**Data provided**.
::::::::::

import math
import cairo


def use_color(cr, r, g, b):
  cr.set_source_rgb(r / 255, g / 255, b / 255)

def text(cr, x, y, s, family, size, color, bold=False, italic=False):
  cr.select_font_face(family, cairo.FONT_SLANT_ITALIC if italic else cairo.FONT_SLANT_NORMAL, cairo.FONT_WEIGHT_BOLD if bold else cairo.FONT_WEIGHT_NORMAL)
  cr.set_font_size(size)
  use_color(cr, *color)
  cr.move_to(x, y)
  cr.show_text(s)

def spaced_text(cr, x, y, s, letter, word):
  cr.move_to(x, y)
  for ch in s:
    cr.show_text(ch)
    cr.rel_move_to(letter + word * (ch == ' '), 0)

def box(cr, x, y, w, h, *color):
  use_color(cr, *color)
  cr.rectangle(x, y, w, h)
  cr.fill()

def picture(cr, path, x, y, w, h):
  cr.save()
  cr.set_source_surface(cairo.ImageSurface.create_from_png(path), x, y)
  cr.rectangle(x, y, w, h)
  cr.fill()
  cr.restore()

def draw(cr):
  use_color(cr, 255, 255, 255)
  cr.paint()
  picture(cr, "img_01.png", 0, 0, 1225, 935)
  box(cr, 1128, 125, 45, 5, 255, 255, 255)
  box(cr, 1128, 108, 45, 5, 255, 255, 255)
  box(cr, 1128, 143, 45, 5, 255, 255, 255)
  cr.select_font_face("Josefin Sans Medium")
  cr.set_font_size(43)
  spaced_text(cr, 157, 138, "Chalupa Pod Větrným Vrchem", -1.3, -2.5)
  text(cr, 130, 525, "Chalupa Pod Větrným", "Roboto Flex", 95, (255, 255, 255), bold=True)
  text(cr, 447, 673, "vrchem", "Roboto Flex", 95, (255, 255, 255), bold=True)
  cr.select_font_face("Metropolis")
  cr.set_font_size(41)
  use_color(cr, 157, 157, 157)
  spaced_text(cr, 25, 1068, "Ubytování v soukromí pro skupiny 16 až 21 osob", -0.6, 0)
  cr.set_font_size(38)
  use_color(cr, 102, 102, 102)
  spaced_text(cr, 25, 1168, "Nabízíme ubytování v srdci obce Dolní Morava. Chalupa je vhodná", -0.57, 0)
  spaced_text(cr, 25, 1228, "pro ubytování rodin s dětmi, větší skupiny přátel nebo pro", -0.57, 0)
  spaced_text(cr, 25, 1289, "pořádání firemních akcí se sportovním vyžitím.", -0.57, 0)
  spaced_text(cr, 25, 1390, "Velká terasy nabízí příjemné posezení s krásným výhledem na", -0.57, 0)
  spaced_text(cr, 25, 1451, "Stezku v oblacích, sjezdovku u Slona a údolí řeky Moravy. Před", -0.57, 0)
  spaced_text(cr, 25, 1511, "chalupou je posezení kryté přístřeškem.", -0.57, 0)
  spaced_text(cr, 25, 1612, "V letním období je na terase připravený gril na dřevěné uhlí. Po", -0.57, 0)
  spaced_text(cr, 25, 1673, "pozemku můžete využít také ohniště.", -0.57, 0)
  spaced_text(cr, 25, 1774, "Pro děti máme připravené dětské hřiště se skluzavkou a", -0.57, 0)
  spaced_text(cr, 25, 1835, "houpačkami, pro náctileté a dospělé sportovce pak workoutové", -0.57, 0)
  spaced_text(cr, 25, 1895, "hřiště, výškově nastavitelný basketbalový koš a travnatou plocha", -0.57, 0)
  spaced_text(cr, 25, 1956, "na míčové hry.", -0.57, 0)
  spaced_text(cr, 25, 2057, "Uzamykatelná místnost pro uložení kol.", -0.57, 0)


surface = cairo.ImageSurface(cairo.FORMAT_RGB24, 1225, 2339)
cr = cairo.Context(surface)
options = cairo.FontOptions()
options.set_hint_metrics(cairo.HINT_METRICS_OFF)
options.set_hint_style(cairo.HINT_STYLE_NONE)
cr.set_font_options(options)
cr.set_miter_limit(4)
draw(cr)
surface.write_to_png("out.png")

::::::::::

**Task details**.
Among the lines above, which ones include the word "path"? Copy them.

**Expected output**.
def picture(cr, path, x, y, w, h):
  cr.set_source_surface(cairo.ImageSurface.create_from_png(path), x, y)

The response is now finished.